The cartoon, which depicted a farmer holding a cow at the door of a space club for the rich, whose members were only savant men in coats and ties, caused a huge outcry. The New York Times later regretted this after receiving complaints from readers. India's mission to Mars was a success in its first test. This was an achievement that neither the United States nor the Soviet Union could achieve.
Similarly, some Western media outlets, including the BBC, couldn’t muster the courage to call the Pahalgam perpetrators 'terrorists'. The shrewd double standard of such paparazzi came out openly when they started publishing pieces blaming India, during India's daring Operation Sindoor. Western media giants like the New York Times, Reuters, BBC, and CNN portrayed India's retaliation as an invasion, breaching the global order and norms. Some other media portals tried to downplay India's lightning strike that destroyed nine terror camps and important air bases in Pakistan by giving more airtime to factoids such as India losing a slew of Rafale aircraft in the encounter.

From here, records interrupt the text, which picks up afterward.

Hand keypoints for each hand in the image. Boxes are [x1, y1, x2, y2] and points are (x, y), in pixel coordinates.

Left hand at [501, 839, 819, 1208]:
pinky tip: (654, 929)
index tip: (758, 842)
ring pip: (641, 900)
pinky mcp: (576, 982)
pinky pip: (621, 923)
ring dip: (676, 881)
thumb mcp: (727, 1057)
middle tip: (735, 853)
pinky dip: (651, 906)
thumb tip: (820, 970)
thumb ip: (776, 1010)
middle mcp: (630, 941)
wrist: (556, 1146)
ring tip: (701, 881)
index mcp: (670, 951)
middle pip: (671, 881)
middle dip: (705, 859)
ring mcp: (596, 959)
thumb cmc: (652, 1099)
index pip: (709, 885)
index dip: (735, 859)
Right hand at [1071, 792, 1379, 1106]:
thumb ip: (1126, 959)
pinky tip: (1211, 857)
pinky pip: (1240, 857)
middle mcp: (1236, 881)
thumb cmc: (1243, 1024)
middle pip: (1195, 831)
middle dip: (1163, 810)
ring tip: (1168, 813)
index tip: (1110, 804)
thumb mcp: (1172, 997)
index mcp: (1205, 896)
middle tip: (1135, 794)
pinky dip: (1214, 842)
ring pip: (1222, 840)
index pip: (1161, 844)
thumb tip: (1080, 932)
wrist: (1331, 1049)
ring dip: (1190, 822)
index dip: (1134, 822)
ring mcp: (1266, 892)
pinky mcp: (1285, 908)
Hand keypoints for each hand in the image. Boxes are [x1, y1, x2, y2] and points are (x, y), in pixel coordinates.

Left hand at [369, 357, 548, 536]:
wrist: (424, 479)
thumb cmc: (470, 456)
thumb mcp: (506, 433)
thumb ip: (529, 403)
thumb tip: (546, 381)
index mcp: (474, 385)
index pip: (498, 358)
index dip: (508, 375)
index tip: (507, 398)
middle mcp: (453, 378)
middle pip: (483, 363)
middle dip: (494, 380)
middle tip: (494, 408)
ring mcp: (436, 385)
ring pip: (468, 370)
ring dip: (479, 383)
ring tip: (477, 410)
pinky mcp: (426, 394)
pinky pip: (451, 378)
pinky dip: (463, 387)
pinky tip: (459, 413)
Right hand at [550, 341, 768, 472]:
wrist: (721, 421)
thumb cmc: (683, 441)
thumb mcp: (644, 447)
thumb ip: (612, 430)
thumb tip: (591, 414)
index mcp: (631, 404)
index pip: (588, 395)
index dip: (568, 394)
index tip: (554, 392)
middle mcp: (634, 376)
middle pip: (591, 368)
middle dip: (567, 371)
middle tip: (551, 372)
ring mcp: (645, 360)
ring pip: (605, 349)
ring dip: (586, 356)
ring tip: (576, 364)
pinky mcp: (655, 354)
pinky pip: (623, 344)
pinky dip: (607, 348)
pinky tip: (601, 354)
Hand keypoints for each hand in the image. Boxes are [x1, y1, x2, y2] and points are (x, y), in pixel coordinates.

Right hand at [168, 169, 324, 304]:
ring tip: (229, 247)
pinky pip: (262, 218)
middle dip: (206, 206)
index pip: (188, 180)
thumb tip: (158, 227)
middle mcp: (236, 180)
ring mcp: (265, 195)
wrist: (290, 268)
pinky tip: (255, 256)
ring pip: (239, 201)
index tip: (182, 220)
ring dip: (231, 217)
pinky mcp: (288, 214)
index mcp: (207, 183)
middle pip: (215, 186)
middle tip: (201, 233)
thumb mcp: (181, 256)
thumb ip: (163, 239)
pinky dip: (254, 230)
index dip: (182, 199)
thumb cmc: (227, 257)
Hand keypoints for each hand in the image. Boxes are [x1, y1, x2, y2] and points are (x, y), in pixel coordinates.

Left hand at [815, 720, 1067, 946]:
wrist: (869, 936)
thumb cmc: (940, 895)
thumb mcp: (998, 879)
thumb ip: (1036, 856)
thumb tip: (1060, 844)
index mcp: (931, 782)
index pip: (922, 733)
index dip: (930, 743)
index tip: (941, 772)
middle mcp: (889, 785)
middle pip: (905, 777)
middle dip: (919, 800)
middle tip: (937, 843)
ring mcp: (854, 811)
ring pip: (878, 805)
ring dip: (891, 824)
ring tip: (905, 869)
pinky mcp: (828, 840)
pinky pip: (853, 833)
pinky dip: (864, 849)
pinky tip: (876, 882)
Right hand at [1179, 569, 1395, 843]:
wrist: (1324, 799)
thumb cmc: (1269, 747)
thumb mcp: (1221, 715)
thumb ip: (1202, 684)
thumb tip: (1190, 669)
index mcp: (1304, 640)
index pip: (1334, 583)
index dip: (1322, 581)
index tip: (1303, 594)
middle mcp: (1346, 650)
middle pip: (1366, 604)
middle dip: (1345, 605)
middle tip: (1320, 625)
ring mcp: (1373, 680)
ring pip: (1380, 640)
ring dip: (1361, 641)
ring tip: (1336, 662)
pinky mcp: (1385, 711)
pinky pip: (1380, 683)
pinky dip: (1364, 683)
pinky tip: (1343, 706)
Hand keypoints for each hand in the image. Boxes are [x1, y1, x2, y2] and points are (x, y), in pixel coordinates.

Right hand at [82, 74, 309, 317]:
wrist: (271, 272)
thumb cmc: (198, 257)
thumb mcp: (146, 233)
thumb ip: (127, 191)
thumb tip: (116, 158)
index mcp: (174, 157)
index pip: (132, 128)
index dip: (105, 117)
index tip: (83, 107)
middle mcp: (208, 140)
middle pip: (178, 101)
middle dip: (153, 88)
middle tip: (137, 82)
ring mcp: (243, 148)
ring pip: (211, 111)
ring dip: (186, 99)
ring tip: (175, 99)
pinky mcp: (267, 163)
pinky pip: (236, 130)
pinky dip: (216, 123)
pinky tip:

The world recognises Pakistan as a haven of terrorists, even home to Osama bin Laden, the master brain behind the 9/11 attacks. Pakistan's spy agency, the ISI, has been directly behind many small and large terrorist attacks in India. Despite India releasing the evidence every time, the Western media responded by shrugging it aside as it was not what they desired.
The American military used three helicopters in the operation to kill bin Laden. One of them crashed while landing in Abbottabad. But no media outlet tried to highlight this because the core of the mission was to eliminate Laden, and it tasted success. Expecting a similar forthright journalism in the India-Pakistan clash was too much to ask.
It is not unusual for warplanes and ammunition to be lost in wars and attacks. Western media elites are no novices and are clearly adept at the game of war, yet they decided to belittle India for the fact that prejudice has eclipsed their ethos of journalism. Every Indian achievement is made into opportunities to throw jibes and bizarre cartoons.
National Security Advisor Ajit Doval at the convocation ceremony of IIT Madras challenged the West to give at least one photo of the Rafale jet crash, which they were busy claiming and reporting. Till this time, the western media has remained silent to Doval’s open challenge. It speaks volumes of thier ethos.